Nelle isole polinesiane le tradizioni vengono tramandate in maniera viva e vivace, gli anziani raccontano le leggende ai bimbi, che le danzano mentre gli adulti le cantano accompagnati da vari strumenti.
Il primo cittadino del remoto atollo di Amanu ha voluto accogliere i passeggeri dell’Aranui 5, il cargo misto su cui ero imbarcata, per rendere onore alla sua isola raccontando ai passeggeri la principale leggenda del posto.
Hikitake – questo è il nome del villaggio dell’atollo di Amanu – è il luogo dove tutto ha avuto inizio. È qui che Hina ha messo al mondo il figlio avuto con il dio Tagaroa.
Hina, in collera con i suoi genitori, Taiavaiva e Gaitua, si era allontanata da casa navigando sul dorso dalla balena e arrivando sull’isola dove viveva Tagaroa con varie donne. Hina, di eccezionale bellezza, suscitò immediatamente la gelosia delle rivali, che cercarono di ucciderla. La giovane chiese aiuto al fratello Terupemanu, il quale intervenne sterminando le rivali. Hina si ritirò così ad Amanu, a Hikitake dove partorì Tutu’ateatea, concepito con il dio Tagaroa. Fu Terupemanu a scegliere il nome del nipote.

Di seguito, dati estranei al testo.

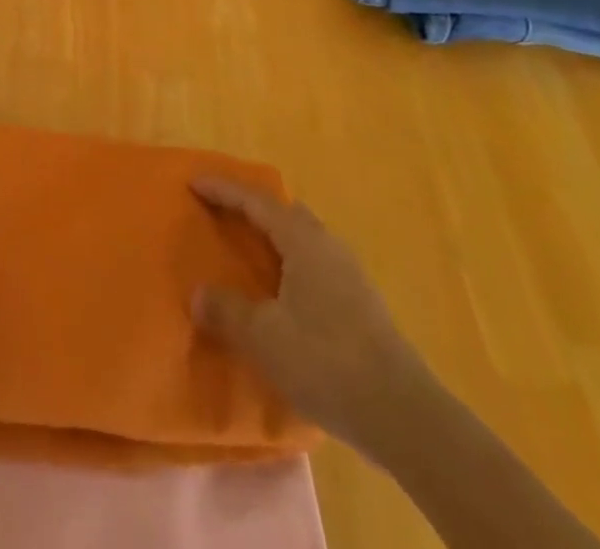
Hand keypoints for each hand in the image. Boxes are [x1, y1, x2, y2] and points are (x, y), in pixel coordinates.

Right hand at [192, 178, 427, 448]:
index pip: (256, 201)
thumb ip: (227, 310)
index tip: (193, 182)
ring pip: (303, 239)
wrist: (406, 418)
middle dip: (252, 206)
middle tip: (222, 211)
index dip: (223, 189)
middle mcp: (328, 247)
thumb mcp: (264, 337)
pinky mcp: (363, 306)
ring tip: (248, 249)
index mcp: (303, 241)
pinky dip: (290, 263)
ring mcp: (350, 276)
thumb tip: (198, 294)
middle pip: (285, 212)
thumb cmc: (327, 362)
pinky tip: (281, 292)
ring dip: (274, 236)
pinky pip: (315, 265)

Il nome dell’abitato deriva da hiki, offrire, e take, le origini, ed è proprio qui che tutto ha avuto inizio. La leggenda pone l’atollo di Amanu al centro del mondo, dandogli l’importanza che merita per la bellezza della sua natura. Per inciso, la versione classica di questo mito – nella quale Hina è figlia del dio e ne diventa la sposa – ha avuto un’influenza negativa sul popolo polinesiano, dove i processi per incesto sono frequenti: se lo ha fatto un dio, non posso forse farlo anche io?